L’humanisme du mouvement ouvrier traduisait nécessairement l’affirmation de l’identité ouvrière dans une continuation laïque de la tradition théologique-métaphysique et finaliste de la pensée occidentale[3]. Les théories révolutionnaires classiques ont affirmé l’existence du prolétariat et le programme d’un pouvoir prolétaire à venir (parti, conseils ou autogestion) ayant des formes et contenus qui s’inscrivent dans le cadre de cet humanisme. L’Homme ayant déjà pris la place de Dieu, à la place de l’homme – modelé sur le bourgeois – elles ont mis le prolétariat, et ont placé son essence génériquement humaine (le “Gemeinwesen” du jeune Marx) et sa condition de classe du travail productif comme le donné latent à livrer. La révolution était comprise comme le dépassement des aliénations parcellaires et futur triomphe de l’identité, de l’absolu, de la totalité retrouvée. Le socialisme a été le rêve d’une grande maison divine où finalement on se retrouve, dans la reconnaissance de l’identité  commune de prolétaires. Le concept d’aliénation met toujours en cause une essence totale, avec la perspective de retrouver, au bout de l’histoire, la plénitude perdue. Donc, même la théorie marxiste est restée une téléologie : radicale dans son analyse logique du capitale, elle s’est trouvée dans l’impossibilité de dépasser la base anthropologique qui constituait le fondement de cette même logique[4]. L’”aliénation” est encore une affaire du sujet, même s’il est le sujet de l’histoire. C’est donc agréable qu’aujourd’hui résonne la bonne nouvelle : le sujet ne doit se retrouver, il doit s’abolir.

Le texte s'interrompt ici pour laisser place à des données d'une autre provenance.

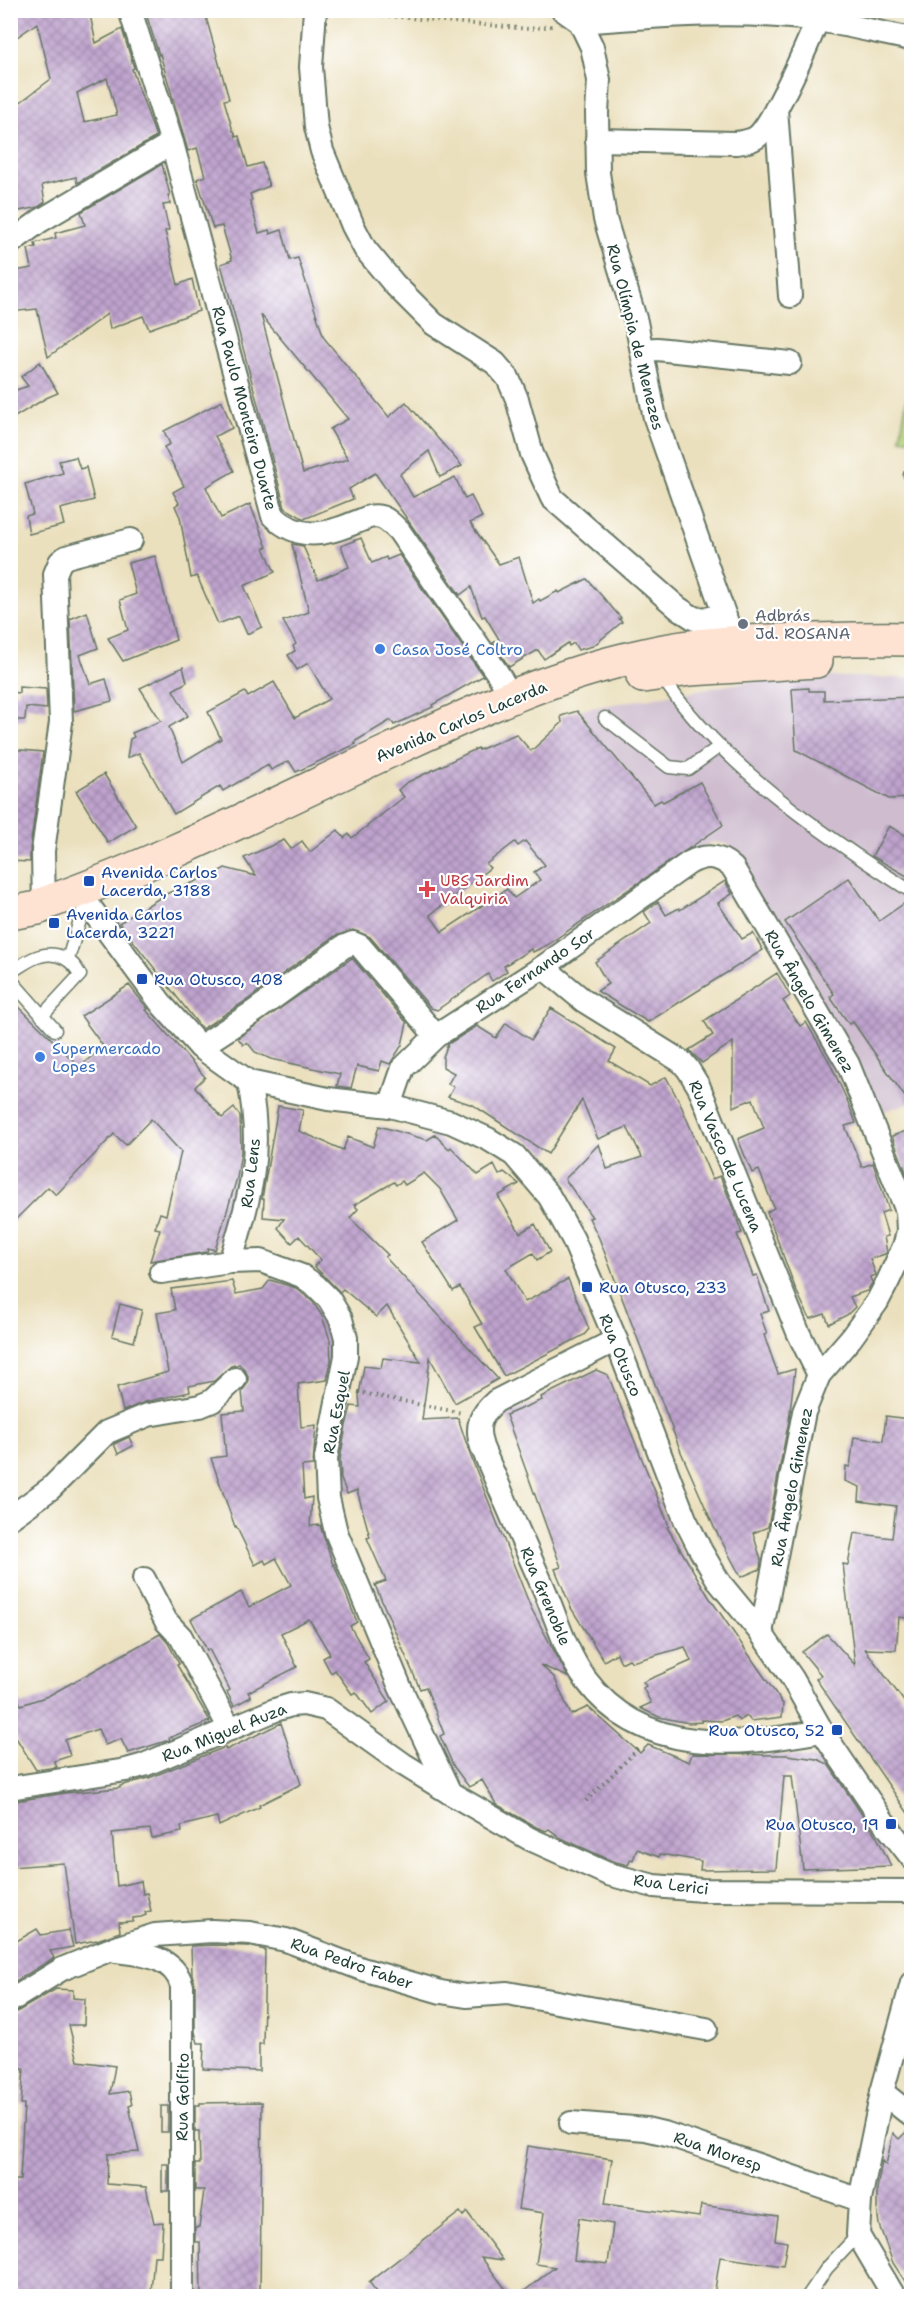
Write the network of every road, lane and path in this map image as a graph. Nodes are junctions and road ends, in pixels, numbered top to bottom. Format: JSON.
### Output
{"nodes":[{"id":1,"x":130,"y":10,"type":"edge"},
{"id":2,"x":315,"y":10,"type":"edge"},
{"id":3,"x":334,"y":10,"type":"edge"},
{"id":4,"x":819,"y":15,"type":"edge"},
{"id":5,"x":572,"y":16,"type":"edge"},
{"id":6,"x":912,"y":39,"type":"edge"},
{"id":7,"x":776,"y":109,"type":"junction"},
{"id":8,"x":597,"y":140,"type":"junction"},
{"id":9,"x":172,"y":143,"type":"junction"},
{"id":10,"x":10,"y":243,"type":"edge"},
{"id":11,"x":790,"y":296,"type":"dead end"},
{"id":12,"x":642,"y":350,"type":"junction"},
{"id":13,"x":790,"y":363,"type":"dead end"},
{"id":14,"x":131,"y":540,"type":"dead end"},
{"id":15,"x":912,"y":639,"type":"edge"},
{"id":16,"x":732,"y":641,"type":"junction"},
{"id":17,"x":912,"y":662,"type":"edge"},
{"id":18,"x":656,"y":663,"type":"junction"},
{"id":19,"x":511,"y":696,"type":"junction"},
{"id":20,"x":605,"y":718,"type":"dead end"},
{"id":21,"x":720,"y":746,"type":"junction"},
{"id":22,"x":705,"y":856,"type":"joint"},
{"id":23,"x":912,"y":892,"type":"edge"},
{"id":24,"x":82,"y":896,"type":"junction"},
{"id":25,"x":34,"y":909,"type":"edge"},
{"id":26,"x":68,"y":959,"type":"junction"},
{"id":27,"x":543,"y":967,"type":"junction"},
{"id":28,"x":10,"y":972,"type":"edge"},
{"id":29,"x":10,"y":979,"type":"edge"},
{"id":30,"x":42,"y":1016,"type":"junction"},
{"id":31,"x":55,"y":1030,"type":"dead end"},
{"id":32,"x":436,"y":1036,"type":"junction"},
{"id":33,"x":200,"y":1047,"type":"junction"},
{"id":34,"x":249,"y":1082,"type":"junction"},
{"id":35,"x":390,"y":1106,"type":"junction"},
{"id":36,"x":231,"y":1262,"type":"junction"},
{"id":37,"x":160,"y":1272,"type":"dead end"},
{"id":38,"x":616,"y":1340,"type":"junction"},
{"id":39,"x":819,"y":1375,"type":"junction"},
{"id":40,"x":235,"y":1379,"type":"dead end"},
{"id":41,"x":340,"y":1389,"type":"junction"},
{"id":42,"x":481,"y":1416,"type":"junction"},
{"id":43,"x":10,"y":1518,"type":"edge"},
{"id":44,"x":144,"y":1579,"type":"dead end"},
{"id":45,"x":761,"y":1633,"type":"junction"},
{"id":46,"x":230,"y":1729,"type":"junction"},
{"id":47,"x":822,"y":1731,"type":"junction"},
{"id":48,"x":654,"y":1732,"type":"junction"},
{"id":49,"x":10,"y":1788,"type":"edge"},
{"id":50,"x":450,"y":1793,"type":"junction"},
{"id":51,"x":586,"y":1802,"type":"dead end"},
{"id":52,"x":912,"y":1858,"type":"edge"},
{"id":53,"x":912,"y":1891,"type":"edge"},
{"id":54,"x":109,"y":1950,"type":"junction"},
{"id":55,"x":912,"y":1983,"type":"edge"},
{"id":56,"x":10,"y":2001,"type":"edge"},
{"id":57,"x":706,"y":2029,"type":"dead end"},
{"id":58,"x":882,"y":2092,"type":"junction"},
{"id":59,"x":912,"y":2116,"type":"edge"},
{"id":60,"x":571,"y":2123,"type":"dead end"},
{"id":61,"x":860,"y":2200,"type":"junction"},
{"id":62,"x":858,"y":2235,"type":"junction"},
{"id":63,"x":182,"y":2296,"type":"edge"},
{"id":64,"x":808,"y":2296,"type":"edge"},
{"id":65,"x":894,"y":2296,"type":"edge"}],
"edges":[{"from":1,"to":9,"type":"street","name":"Rua Paulo Monteiro Duarte"},
{"from":2,"to":16,"type":"street"},
{"from":3,"to":5,"type":"path"},
{"from":4,"to":5,"type":"street"},
{"from":4,"to":6,"type":"street"},
{"from":4,"to":7,"type":"street"},
{"from":5,"to":8,"type":"street","name":"Rua Olímpia de Menezes"},
{"from":7,"to":8,"type":"street"},
{"from":7,"to":11,"type":"street"},
{"from":8,"to":12,"type":"street","name":"Rua Olímpia de Menezes"},
{"from":9,"to":10,"type":"street"},
{"from":9,"to":19,"type":"street","name":"Rua Paulo Monteiro Duarte"},
{"from":12,"to":13,"type":"street"},
{"from":12,"to":16,"type":"street","name":"Rua Olímpia de Menezes"},
{"from":14,"to":25,"type":"street"},
{"from":15,"to":16,"type":"main road","name":"Avenida Carlos Lacerda"},
{"from":16,"to":17,"type":"main road","name":"Avenida Carlos Lacerda"},
{"from":16,"to":18,"type":"main road","name":"Avenida Carlos Lacerda"},
{"from":18,"to":19,"type":"main road","name":"Avenida Carlos Lacerda"},
{"from":18,"to":21,"type":"lane"},
{"from":18,"to":24,"type":"main road","name":"Avenida Carlos Lacerda"},
{"from":19,"to":24,"type":"main road","name":"Avenida Carlos Lacerda"},
{"from":20,"to":21,"type":"lane"},
{"from":21,"to":23,"type":"lane"},
{"from":22,"to":27,"type":"street","name":"Rua Fernando Sor"},
{"from":22,"to":39,"type":"street","name":"Rua Ângelo Gimenez"},
{"from":24,"to":25,"type":"main road","name":"Avenida Carlos Lacerda"},
{"from":24,"to":26,"type":"lane"},
{"from":24,"to":33,"type":"street","name":"Rua Otusco"},
{"from":26,"to":28,"type":"lane"},
{"from":26,"to":30,"type":"lane"},
{"from":27,"to":32,"type":"street","name":"Rua Fernando Sor"},
{"from":27,"to":39,"type":"street","name":"Rua Vasco de Lucena"},
{"from":29,"to":30,"type":"lane"},
{"from":30,"to":31,"type":"lane"},
{"from":32,"to":33,"type":"street"},
{"from":32,"to":35,"type":"street","name":"Rua Fernando Sor"},
{"from":33,"to":34,"type":"street","name":"Rua Otusco"},
{"from":34,"to":35,"type":"street","name":"Rua Otusco"},
{"from":34,"to":36,"type":"street","name":"Rua Lens"},
{"from":35,"to":38,"type":"street","name":"Rua Otusco"},
{"from":36,"to":37,"type":"street","name":"Rua Esquel"},
{"from":36,"to":41,"type":"street","name":"Rua Esquel"},
{"from":38,"to":42,"type":"street"},
{"from":38,"to":45,"type":"street","name":"Rua Otusco"},
{"from":39,"to":45,"type":"street","name":"Rua Ângelo Gimenez"},
{"from":40,"to":43,"type":"street"},
{"from":41,"to":42,"type":"path"},
{"from":41,"to":50,"type":"street","name":"Rua Esquel"},
{"from":42,"to":48,"type":"street","name":"Rua Grenoble"},
{"from":44,"to":46,"type":"street"},
{"from":45,"to":47,"type":"street","name":"Rua Otusco"},
{"from":46,"to":49,"type":"street","name":"Rua Miguel Auza"},
{"from":46,"to":50,"type":"street","name":"Rua Miguel Auza"},
{"from":47,"to":48,"type":"street","name":"Rua Grenoble"},
{"from":47,"to":52,"type":"street","name":"Rua Otusco"},
{"from":48,"to":51,"type":"path"},
{"from":50,"to":53,"type":"street","name":"Rua Lerici"},
{"from":54,"to":56,"type":"street","name":"Rua Pedro Faber"},
{"from":54,"to":57,"type":"street","name":"Rua Pedro Faber"},
{"from":54,"to":63,"type":"street","name":"Rua Golfito"},
{"from":55,"to":58,"type":"street"},
{"from":58,"to":59,"type":"street"},
{"from":58,"to":61,"type":"street"},
{"from":60,"to":61,"type":"street","name":"Rua Moresp"},
{"from":61,"to":62,"type":"street"},
{"from":62,"to":64,"type":"lane"},
{"from":62,"to":65,"type":"street"}]}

Forme-valeur et fétichisme

L’humanisme du mouvement ouvrier trouve une de ses expressions les plus fortes et historiquement significatives, et au même temps les plus subtiles, dans la théorie marxienne de la forme-valeur. Alors faisons un pas en arrière en la récapitulant brièvement. Chaque marchandise se montre, dans la société capitaliste, sous deux aspects : la valeur d’usage et la valeur d’échange. L’utilité d’un certain produit en constitue la valeur d’usage, qui n’est rien d’autre que le contenu matériel d’une richesse donnée. La valeur d’échange des marchandises ne peut dériver que de ce qui les rend comparables et commensurables, c’est-à-dire du fait d’être produits du travail. La substance de la valeur d’échange est donc le travail socialement nécessaire à la production des marchandises. Le profit est une fraction de la valeur crée par la force de travail des ouvriers et qui n’est pas payée avec le salaire. Le capitaliste prélève une partie qui devient la rente foncière du propriétaire du sol de l’entreprise, une autre partie qu’il verse sous forme d’intérêt à un prêteur ou à une banque, une autre qu’il doit à l’État sous forme d’impôt. Le solde constitue son profit d’entrepreneur. En montrant que le processus de production de la plus-value est l’origine commune des formes empiriquement visibles du profit capitaliste (rente, intérêt et profit d’entreprise) – quoiqu’il semble que certaines catégories de capitalistes n’aient aucune liaison directe avec le processus de production – Marx produit une image de l’articulation entre la structure du système et ses formes phénoméniques, ce que d’après lui-même fut l’objet de désir jamais obtenu par l’économie politique classique. Le problème est que dans le mode de production capitaliste tout se déroule comme si effectivement le salaire payait tout entier le travail de l’ouvrier et comme si un capital avait en soi la propriété d’augmenter automatiquement, d’apporter un profit à son propriétaire ; dans la pratique quotidienne, il n’y a pas aucune preuve directe du fait que le profit capitaliste soit travail ouvrier non payé, aucune expérience immédiate de l’exploitation du travailleur de la part du capitaliste. Tout se déroule, sous le yeux des capitalistes et des ouvriers, comme si le salaire payait tout le travail fourni par l’ouvrier :

« La forme salaire, ou payement direct du travail, fait donc disparaître toute trace de la division de la journée en travail nécessaire et surtravail, en travail payé et non payé, de sorte que tout le travail de l’ouvrier libre est censé être payé. Dans le servage le travail de corvéable pour lui-même et son travail forcé pour le seigneur sont nettement séparés l’un de l’autre par le temps et l’espace. Dans le système esclavagiste, la partie même de la journée où l’esclave ne fait que remplacer la valeur de ses subsistances, où il travaille donc en fait pour lui-même, ne semble être que du travail pour son propriétaire. Tout son travail revêt l’apparence de travail non payé. C’est l’inverse chez le travail salarié: même le surtravail ou travail non payé revêt l’apparence de travail payé. Là le rapport de propriété dissimule le travail de l’esclave pour lui-même, ici le rapport monétaire dissimule le travail gratuit du salarié pour son capitaliste. » (Karl Marx, Le Capital, Ed. Sociales, Paris 1969, Livre I, tome II, pp. 210-211).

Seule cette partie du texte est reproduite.